Immune properties of hpaECM. (A) Representative plots and (B) quantitation of CFSE dilution in CFSE-labeled human naïve CD4⁺ T cells stimulated with anti-CD3/anti-CD28 coated beads cultured with or without hpaECM. (C) Representative plots and (D) quantitation of Annexin-V and 7-AAD expression as a measure of apoptosis/necrosis in human naïve CD4⁺ T cells stimulated with anti-CD3/anti-CD28 coated beads cultured with or without hpaECM. (E) Representative plots and (F) quantitation of FoxP3 expression in CD4⁺CD25⁺ cells converted from human naïve CD4⁺ T cells stimulated with anti-CD3/anti-CD28 coated beads and IL2 cultured with or without hpaECM. All experiments were analyzed on day 5. Data are means+SD; four experiments). *P<0.05.

Figure 6

Evaluation of islets seeded onto decellularized scaffolds. (A) Decellularized scaffolds prior to seeding. (B) Scaffold immediately after seeding, black arrows indicate islets. (C) Dithizone stained islets after 4 days in culture on culture plates. (D) Dithizone stained islet located on periphery of scaffold, 4 days after seeding onto scaffolds. (E) Glucose stimulation index (GSI) for human islets after 4 days in culture.
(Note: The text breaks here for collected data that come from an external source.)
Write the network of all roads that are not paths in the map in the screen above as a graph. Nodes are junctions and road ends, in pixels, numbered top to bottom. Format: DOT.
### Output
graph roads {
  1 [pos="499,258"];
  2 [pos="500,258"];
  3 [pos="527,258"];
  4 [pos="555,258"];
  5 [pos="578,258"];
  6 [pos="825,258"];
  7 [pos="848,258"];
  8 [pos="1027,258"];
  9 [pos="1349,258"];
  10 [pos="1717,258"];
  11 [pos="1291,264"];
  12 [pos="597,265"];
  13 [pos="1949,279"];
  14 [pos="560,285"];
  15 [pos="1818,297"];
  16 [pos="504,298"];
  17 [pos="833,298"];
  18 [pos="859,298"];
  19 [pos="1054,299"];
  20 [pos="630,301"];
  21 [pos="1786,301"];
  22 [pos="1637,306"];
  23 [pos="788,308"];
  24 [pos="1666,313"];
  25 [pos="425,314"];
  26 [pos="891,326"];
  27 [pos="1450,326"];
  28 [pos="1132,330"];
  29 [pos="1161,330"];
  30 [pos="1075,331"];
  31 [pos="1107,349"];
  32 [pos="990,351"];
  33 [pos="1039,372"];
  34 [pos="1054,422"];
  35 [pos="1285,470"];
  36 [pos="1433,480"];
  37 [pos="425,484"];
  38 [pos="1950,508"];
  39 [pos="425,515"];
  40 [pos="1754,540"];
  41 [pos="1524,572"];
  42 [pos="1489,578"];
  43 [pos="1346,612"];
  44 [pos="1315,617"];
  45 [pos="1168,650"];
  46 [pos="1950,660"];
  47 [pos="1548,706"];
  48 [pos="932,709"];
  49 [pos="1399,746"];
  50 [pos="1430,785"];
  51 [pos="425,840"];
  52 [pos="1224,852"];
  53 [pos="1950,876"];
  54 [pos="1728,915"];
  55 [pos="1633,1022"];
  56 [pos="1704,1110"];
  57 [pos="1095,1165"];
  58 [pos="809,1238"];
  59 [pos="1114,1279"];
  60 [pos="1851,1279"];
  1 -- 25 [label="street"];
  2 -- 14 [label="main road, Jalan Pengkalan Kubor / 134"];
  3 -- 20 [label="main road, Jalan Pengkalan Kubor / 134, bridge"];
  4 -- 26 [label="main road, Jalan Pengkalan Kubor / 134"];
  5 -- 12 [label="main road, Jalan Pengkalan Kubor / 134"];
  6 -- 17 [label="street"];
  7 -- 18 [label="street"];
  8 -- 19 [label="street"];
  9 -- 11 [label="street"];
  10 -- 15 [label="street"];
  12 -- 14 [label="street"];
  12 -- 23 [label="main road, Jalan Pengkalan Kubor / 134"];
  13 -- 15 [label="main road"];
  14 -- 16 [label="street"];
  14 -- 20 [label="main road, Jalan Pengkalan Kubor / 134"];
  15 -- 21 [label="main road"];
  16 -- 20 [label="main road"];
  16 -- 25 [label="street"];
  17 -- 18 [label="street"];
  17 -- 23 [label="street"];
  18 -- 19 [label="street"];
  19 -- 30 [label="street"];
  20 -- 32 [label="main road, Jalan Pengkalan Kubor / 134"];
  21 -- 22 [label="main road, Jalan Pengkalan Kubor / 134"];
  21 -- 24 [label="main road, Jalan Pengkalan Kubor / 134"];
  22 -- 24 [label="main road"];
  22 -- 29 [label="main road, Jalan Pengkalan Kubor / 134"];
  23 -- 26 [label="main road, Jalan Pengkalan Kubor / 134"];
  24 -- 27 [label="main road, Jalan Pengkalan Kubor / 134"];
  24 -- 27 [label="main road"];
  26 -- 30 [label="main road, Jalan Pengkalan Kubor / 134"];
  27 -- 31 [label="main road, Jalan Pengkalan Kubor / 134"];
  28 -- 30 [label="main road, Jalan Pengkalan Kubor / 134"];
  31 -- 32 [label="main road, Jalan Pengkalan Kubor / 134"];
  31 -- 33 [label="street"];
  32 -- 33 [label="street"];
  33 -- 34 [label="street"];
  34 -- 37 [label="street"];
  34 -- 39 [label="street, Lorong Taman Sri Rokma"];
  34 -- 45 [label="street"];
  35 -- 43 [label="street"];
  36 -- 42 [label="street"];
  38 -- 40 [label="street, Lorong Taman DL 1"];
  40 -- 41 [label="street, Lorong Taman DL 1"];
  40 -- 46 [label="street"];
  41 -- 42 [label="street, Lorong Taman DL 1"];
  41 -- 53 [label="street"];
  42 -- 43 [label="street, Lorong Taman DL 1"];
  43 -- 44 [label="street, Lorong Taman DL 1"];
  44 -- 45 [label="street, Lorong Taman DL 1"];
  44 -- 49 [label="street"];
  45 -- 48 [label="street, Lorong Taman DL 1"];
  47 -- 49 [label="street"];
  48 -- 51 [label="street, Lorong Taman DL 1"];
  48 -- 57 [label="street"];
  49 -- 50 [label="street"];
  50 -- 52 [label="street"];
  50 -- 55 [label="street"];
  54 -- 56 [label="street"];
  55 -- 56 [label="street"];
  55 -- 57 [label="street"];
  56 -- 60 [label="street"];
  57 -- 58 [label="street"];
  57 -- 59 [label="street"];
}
In order to determine the functionality of islets following 4 days of culture dynamic perifusion tests were conducted. 200 islets were placed into perifusion chambers, either seeded on scaffolds or free. The chambers were then perfiused with Krebs-Ringer-bicarbonate (KRB) solution containing 0.2% bovine serum albumin (BSA) and either 3.3 mM or 16.7 mM glucose at a flow rate of 0.3 mL/min with continuous gassing with 95% air/5% CO2 and effluent sample collection. The effluent samples were stored at −20°C until analyzed for insulin content by radioimmunoassay. The glucose stimulation index defined as the ratio of insulin secreted during the high glucose period normalized to the insulin secreted during the basal glucose period was then calculated. Both islets in standard culture conditions as well as islets seeded on scaffold demonstrated similar responses to changes in glucose concentration. Data represent mean + standard deviation, n=3. TCP denotes tissue culture plate.

Figure 7

Endothelial cell seeding. Matrix was seeded with human pancreatic endothelial cells and cultured for six days in a bioreactor, consisting in a closed circuit with one chamber for organ housing, a reservoir for medium oxygenation and a peristaltic pump (Ismatec), connected by tubing (ID 1/16", Pharmed BPT) Pancreatic tail was surgically isolated in order to obtain a smaller volume to seed keeping at the same time an inflow (SA – red connector) and an outflow (Splenic Vein -SV- blue connector) (Panel A). Panel B indicates a schematic representation of the perfusion circuit for seeded pancreatic scaffold culture. Panel C shows a representative image of H&E stain showing localization of infused cells in vessels. Boxes indicate areas reported with high magnification in the panel below. Panel D illustrates representative images of H&E (left), CD31 (middle) and Ki67 (right) matrix staining.